We dropped our hams and bacon off with them the first year. I don’t know if we just don’t like country ham and bacon or what, but it was WAY too salty. And yes, we did soak it before cooking it. Last year, we wet-cured the ham and bacon in our fridge, and it was wonderful.
“Your pig is NOT raised vegetarian and is NOT raised organic. Your pig IS raised to be happy.”
I LOVE this line. I coordinate a meat buying club, and thus purchase the majority of my meat from humane local farmers. I call it quasi-organic because I really think the organic label is worthless, but I still care about the ethics of raising farm animals. Sometimes, when I’m feeling particularly silly, I call it hippie meat. Surprisingly most people get what I mean.
I like that line, too! Responsible food-buying trends shift – organic, vegetarian, local, etc) – but whether or not the animal led a happy life is a constant value I can grab onto. Our pigs literally frolic with happiness sometimes!
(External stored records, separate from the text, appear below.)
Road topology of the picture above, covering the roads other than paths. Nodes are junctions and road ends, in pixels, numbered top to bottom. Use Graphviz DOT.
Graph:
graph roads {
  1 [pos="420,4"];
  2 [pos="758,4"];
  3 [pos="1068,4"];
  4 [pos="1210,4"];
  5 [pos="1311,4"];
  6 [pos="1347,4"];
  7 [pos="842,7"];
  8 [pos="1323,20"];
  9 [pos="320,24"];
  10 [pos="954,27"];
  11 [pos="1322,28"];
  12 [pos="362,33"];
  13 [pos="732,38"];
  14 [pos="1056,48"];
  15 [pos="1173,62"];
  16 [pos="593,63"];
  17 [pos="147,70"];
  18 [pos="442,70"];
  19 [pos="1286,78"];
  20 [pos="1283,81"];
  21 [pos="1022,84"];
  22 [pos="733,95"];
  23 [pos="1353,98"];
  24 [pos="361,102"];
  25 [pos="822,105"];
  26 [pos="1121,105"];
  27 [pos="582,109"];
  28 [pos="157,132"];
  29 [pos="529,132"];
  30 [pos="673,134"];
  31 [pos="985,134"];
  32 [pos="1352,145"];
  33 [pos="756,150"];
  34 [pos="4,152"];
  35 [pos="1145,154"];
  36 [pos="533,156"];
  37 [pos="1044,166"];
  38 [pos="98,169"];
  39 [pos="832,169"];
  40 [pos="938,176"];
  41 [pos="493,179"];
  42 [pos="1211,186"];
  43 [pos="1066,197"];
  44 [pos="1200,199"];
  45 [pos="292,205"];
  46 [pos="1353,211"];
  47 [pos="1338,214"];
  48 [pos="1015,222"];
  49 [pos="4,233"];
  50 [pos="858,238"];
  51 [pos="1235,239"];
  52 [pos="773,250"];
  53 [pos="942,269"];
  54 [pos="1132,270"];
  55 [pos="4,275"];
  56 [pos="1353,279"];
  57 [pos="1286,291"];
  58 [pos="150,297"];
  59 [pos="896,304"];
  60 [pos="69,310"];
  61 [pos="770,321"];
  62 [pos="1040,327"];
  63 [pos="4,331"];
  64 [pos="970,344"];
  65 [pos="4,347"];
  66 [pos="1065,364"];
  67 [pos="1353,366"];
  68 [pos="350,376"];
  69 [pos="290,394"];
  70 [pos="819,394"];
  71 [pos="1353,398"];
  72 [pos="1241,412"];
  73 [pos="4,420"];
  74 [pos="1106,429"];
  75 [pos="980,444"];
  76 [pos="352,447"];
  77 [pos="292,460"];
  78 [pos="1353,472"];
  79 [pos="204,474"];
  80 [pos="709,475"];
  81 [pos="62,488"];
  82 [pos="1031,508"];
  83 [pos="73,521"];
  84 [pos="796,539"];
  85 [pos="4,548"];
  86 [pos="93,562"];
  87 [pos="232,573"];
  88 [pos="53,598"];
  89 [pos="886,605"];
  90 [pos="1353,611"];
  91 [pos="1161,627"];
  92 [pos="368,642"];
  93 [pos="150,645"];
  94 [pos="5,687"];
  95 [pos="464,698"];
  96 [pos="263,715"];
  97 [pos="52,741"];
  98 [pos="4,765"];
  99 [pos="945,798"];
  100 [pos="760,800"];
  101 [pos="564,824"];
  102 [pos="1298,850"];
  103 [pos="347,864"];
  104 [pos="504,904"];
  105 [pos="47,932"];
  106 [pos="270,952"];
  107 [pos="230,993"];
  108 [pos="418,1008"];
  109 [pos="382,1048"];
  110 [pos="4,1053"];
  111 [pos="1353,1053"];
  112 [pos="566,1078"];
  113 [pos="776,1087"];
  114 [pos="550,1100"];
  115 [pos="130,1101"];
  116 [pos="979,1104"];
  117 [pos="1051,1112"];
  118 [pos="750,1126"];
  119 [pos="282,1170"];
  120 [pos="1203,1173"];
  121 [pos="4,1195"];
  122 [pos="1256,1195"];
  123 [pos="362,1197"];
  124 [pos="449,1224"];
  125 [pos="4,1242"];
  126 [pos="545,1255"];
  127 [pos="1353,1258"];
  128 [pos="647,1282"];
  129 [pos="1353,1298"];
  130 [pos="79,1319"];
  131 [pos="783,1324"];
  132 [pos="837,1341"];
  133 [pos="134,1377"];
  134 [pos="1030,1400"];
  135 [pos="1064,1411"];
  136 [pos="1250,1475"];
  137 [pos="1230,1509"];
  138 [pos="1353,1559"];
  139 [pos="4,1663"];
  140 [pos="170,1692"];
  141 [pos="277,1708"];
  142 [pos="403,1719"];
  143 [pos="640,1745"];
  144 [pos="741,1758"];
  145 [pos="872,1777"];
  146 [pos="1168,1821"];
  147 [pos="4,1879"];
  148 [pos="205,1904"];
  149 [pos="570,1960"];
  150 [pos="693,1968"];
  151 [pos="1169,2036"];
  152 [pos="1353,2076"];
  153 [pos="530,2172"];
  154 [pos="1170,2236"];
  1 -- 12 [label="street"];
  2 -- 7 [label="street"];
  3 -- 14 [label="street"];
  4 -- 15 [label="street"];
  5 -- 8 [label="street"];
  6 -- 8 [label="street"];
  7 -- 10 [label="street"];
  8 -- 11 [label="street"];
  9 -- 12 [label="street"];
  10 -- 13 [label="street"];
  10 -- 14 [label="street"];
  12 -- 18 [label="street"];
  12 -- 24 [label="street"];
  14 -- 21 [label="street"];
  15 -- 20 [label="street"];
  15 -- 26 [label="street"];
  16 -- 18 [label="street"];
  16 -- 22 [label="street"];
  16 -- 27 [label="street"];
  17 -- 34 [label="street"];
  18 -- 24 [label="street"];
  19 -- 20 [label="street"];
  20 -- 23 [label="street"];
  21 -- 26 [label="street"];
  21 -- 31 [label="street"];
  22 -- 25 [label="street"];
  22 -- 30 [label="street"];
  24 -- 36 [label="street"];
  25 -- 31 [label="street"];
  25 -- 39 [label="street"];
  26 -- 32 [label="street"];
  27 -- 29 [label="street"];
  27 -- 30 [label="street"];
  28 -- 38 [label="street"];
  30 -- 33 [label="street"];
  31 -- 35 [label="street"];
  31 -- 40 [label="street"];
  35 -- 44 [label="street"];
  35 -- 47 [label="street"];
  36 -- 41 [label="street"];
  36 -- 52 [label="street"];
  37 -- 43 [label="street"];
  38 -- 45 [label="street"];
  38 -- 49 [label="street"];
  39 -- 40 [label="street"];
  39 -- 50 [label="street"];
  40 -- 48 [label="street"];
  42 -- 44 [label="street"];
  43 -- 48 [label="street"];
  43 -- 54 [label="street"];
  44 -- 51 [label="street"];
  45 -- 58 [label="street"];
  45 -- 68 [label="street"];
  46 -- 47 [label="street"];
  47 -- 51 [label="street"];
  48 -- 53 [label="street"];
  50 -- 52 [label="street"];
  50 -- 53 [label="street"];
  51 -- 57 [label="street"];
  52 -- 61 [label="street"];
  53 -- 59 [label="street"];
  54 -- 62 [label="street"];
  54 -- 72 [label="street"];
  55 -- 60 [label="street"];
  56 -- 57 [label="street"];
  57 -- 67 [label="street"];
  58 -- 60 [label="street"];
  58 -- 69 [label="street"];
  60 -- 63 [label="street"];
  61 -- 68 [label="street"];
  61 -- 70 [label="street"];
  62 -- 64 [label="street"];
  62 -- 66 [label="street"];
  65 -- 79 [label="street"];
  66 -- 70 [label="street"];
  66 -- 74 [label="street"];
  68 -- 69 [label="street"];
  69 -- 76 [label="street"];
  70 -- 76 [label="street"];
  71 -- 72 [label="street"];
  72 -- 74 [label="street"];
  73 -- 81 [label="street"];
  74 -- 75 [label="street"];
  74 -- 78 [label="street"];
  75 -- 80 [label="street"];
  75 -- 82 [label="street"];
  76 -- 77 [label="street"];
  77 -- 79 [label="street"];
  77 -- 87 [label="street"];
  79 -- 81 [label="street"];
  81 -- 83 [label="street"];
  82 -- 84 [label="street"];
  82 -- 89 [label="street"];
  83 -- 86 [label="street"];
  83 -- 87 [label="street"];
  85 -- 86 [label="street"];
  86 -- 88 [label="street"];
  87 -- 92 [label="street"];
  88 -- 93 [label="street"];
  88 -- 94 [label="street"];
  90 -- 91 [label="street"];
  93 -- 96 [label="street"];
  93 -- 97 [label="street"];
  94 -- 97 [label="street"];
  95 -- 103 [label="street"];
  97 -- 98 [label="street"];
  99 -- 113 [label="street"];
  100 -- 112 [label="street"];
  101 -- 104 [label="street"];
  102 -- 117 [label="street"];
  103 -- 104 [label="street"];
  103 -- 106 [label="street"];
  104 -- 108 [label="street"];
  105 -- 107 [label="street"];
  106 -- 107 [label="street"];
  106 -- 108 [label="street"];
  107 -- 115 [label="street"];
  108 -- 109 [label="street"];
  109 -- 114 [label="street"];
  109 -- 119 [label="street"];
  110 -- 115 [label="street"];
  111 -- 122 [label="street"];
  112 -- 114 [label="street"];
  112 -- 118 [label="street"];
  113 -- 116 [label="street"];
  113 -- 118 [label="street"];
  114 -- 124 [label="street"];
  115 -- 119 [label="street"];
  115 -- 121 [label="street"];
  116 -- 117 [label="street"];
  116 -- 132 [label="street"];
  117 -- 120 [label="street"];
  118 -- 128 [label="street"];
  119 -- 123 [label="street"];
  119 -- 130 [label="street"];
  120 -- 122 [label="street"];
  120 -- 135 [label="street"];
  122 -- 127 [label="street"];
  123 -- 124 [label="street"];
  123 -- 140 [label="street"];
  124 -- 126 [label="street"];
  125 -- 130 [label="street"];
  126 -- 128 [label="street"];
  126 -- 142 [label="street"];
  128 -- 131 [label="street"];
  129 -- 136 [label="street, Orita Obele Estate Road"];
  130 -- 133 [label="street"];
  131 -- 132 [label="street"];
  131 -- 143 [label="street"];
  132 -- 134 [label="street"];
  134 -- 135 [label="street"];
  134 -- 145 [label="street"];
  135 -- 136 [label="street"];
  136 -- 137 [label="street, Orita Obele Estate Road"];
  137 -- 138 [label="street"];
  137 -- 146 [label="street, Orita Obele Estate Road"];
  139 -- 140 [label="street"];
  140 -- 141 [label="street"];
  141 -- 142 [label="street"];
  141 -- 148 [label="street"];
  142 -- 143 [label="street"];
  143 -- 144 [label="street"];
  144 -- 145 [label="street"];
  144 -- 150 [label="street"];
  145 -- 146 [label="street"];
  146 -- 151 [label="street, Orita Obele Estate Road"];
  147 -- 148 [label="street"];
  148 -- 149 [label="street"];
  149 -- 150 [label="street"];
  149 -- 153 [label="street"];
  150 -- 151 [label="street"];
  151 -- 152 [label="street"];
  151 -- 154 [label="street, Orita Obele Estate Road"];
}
We would love to get another piggy, but so much is going on this year that we probably wont have the extra cash for the deposit until the latter part of the year. Not to mention we don’t even know where we will be in 3 months, let alone processor time. I look forward to the chance next year, though! Happy pig raising!
YAY! It’s almost piggie time again! I agree with the above comments, the “organic” label isn’t worth much other than half again the cost, but knowing that I can pet my future lunch and know that people I care for are caring for them gives me the warm fuzzies.
That and the meat is AMAZING. I can’t even consider going back to commercial pork. Hence why we want a whole pig this year.